New England Patriots Bill Belichick made national headlines earlier this week, when following up on his side’s hot 27-17 loss against Indianapolis Colts, wondered why dowries on a large scale TY Hilton Was not expelled properly to make contact with an official After a late match between Michael Bateman Jr. And Kyle Dogger.

However, upon further review of the film, it turns out that Belichick may have been a “crying wolf” creating much ado about relatively nothing (via footballzebras):

He would have probably been pivotal without a call because with Bateman already shockingly fired, the Colts would have been without two of their top three broads – if Hilton had been fired as well.

Even without the official stumble and grab of Hilton’s arm to help cement his fall, one must consider the spirit of this intended base as well.

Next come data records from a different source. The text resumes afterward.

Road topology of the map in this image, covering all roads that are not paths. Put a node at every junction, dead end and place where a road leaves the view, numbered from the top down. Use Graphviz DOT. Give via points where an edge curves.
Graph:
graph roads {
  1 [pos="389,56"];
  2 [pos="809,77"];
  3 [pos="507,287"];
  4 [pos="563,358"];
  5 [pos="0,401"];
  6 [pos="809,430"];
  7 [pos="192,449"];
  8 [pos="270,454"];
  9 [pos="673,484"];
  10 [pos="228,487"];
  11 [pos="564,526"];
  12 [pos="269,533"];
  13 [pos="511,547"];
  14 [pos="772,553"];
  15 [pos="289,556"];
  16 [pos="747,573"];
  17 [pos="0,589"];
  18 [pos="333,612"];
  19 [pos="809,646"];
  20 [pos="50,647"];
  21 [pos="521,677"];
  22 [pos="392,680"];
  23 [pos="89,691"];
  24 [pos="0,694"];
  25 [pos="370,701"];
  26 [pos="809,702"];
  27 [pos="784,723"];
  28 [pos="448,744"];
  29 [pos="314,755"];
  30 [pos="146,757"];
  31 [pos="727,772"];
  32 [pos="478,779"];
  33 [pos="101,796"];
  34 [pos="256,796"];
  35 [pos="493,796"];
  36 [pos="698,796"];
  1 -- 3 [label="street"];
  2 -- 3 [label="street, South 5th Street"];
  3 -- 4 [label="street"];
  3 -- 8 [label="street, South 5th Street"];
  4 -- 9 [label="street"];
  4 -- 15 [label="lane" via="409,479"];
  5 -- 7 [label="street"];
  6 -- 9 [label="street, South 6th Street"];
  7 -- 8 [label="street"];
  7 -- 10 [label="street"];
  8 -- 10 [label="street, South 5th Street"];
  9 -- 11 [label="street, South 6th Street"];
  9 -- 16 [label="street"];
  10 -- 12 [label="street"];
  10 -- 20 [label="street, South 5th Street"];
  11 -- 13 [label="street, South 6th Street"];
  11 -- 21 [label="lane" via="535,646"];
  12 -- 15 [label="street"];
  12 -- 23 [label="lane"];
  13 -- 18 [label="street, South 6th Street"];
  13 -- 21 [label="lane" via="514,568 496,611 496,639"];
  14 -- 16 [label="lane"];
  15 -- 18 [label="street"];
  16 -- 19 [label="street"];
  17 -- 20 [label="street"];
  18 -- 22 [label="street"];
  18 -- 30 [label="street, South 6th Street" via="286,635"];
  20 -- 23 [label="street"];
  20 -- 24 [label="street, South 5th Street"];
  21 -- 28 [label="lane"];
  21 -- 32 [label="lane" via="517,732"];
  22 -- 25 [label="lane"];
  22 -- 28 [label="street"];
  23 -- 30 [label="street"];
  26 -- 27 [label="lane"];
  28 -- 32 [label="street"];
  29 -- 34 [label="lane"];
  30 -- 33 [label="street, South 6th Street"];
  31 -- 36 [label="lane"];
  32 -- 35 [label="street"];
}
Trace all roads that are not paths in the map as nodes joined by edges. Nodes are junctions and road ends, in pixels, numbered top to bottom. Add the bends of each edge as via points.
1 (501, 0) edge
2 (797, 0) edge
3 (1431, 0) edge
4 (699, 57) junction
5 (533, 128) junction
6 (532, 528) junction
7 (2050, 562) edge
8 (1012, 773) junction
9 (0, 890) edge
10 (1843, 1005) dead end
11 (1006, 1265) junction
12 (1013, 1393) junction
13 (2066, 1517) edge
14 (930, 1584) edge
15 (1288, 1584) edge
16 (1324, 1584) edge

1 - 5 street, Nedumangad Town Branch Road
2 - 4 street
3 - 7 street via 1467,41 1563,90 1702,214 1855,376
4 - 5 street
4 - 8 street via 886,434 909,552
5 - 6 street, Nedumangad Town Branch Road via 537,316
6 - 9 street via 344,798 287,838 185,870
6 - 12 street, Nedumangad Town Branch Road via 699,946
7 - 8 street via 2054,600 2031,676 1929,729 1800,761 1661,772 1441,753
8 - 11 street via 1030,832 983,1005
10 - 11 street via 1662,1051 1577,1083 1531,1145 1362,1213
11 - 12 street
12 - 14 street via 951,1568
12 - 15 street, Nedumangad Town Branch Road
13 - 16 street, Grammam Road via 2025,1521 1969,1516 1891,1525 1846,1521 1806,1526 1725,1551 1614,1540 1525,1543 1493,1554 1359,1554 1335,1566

It is designed so that players do not make physical contact with officials (most likely as an attempt to deter threatening or bullying behavior towards officials on the field by players).

However, Hilton is not aware of the official’s presence before him, as he is only trying to clean up the pile to help his teammate Bateman Jr., who is trapped at the bottom of it.

It’s also somewhat ironic that of all the NFL coaches who suddenly “stick” to the rules here, it’s Belichick.

The same coach who found himself firmly in the captain’s chair due to past controversies over NFL rules such as Spy-Gate and Deflate-Gate, whose teams thwarted defensive pass interference and illegal contact rules – eventually forcing the league to implement/enforce tougher defensive Coverage penalties out of necessity.

The same coach who tried to stumble once Marvin Harrison Along the sideline in 2004 the match between the Patriots and the Molots is now all about applying proper rules– Pretty sure this would be a form of “unlawful contact” too according to the NFL rulebook:

Common Man.

Don’t get me wrong, Bill Belichick is one of the greatest NFL coaches of all time, but he looks bad when he wants to apply “rhetoric of the law” here, when he’s trying to escape, stoop or blackout. Many times in the past – for the benefit of his team.

He can’t just pick and choose depending on whether it helps his self-interests.